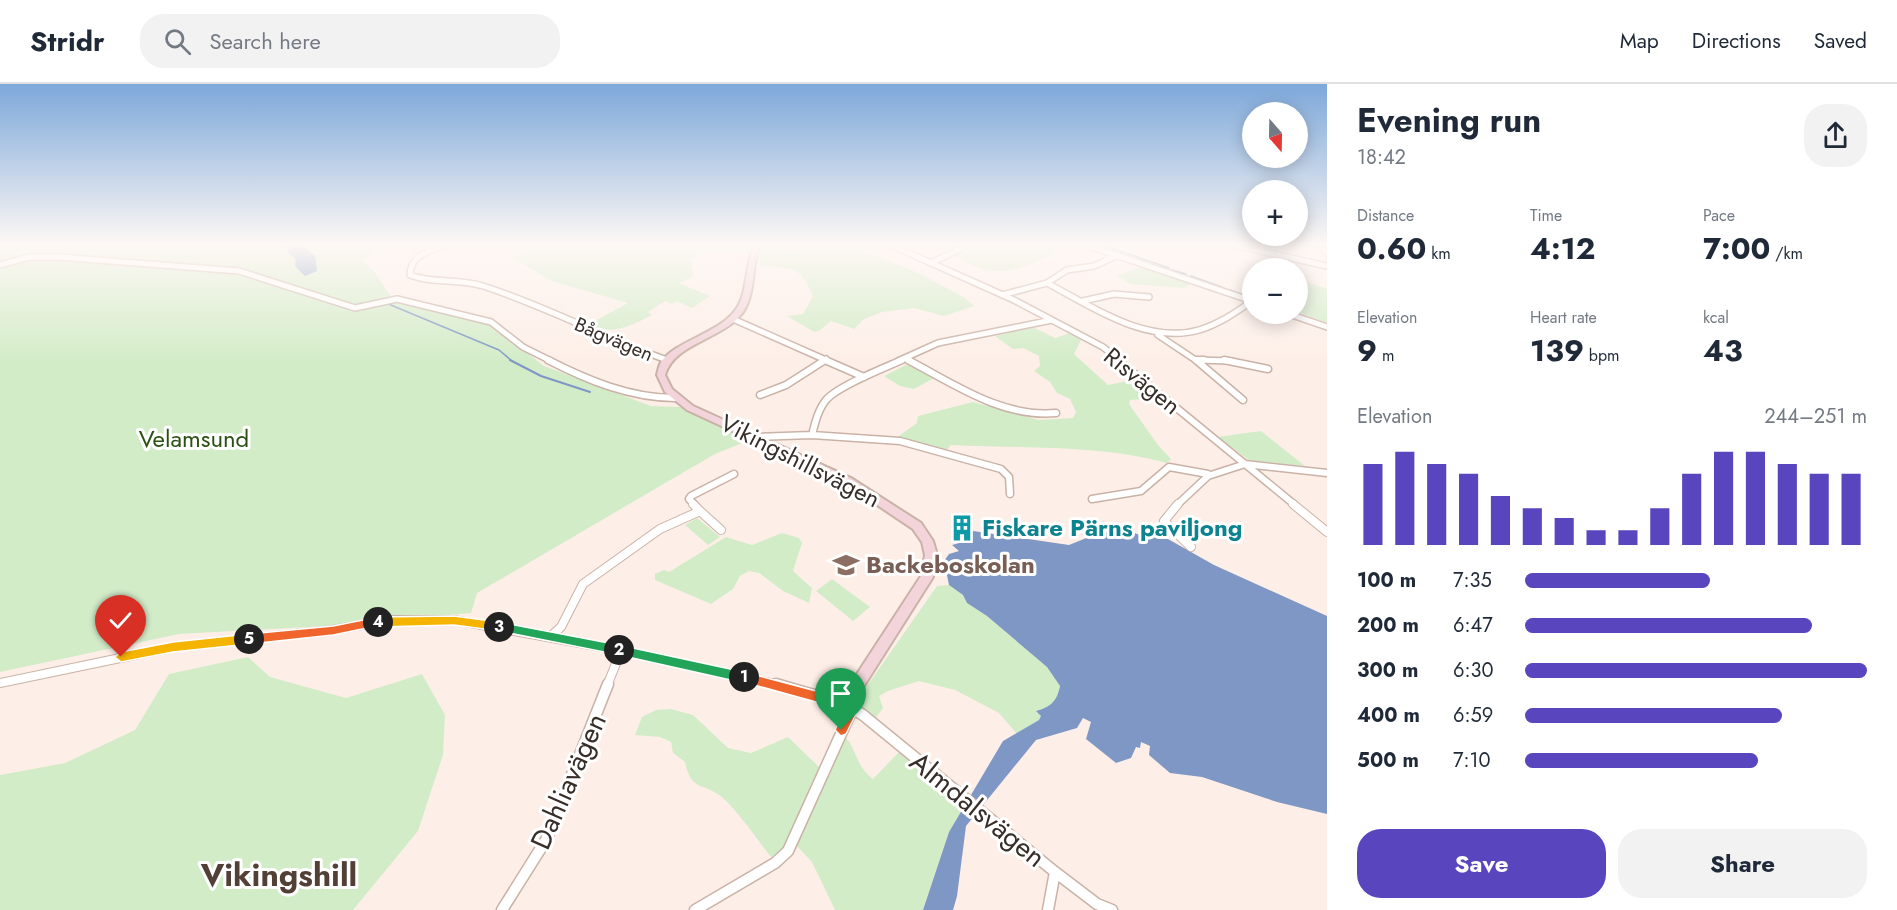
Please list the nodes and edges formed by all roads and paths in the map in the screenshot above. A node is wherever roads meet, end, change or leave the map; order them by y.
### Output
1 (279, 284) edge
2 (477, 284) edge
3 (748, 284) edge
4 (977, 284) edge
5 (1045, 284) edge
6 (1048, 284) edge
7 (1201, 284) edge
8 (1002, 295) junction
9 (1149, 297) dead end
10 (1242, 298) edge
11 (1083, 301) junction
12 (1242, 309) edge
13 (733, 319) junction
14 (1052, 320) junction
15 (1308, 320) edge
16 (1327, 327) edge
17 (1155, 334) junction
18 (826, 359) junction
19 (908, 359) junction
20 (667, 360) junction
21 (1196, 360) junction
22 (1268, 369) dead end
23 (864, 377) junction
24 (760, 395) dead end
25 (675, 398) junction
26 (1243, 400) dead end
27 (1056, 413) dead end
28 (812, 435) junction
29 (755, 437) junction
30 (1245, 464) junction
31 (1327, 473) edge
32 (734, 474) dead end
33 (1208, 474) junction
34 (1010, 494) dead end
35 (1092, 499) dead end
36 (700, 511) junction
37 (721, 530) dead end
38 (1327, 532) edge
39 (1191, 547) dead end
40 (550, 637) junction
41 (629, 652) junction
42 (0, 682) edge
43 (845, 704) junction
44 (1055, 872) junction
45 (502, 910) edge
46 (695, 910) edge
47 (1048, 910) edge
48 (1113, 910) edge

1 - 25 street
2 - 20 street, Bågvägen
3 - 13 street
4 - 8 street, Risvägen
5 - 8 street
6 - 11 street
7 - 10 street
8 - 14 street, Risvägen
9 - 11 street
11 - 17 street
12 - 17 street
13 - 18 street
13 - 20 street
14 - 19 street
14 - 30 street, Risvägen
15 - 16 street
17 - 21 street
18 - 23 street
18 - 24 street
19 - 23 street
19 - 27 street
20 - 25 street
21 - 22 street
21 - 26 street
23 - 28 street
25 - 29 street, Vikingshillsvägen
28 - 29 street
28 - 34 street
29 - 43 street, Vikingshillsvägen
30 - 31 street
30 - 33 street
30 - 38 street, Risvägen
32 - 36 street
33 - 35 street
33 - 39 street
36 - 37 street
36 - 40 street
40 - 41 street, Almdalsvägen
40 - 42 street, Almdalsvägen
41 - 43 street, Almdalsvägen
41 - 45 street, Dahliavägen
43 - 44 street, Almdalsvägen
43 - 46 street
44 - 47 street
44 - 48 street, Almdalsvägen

------------------------

DESCRIPTION OF THE TASK:
Every line above that holds the word "Almdalsvägen" should be copied out.

EXERCISE RESPONSE:
40 - 41 street, Almdalsvägen
40 - 42 street, Almdalsvägen
41 - 43 street, Almdalsvägen
43 - 44 street, Almdalsvägen
44 - 48 street, Almdalsvägen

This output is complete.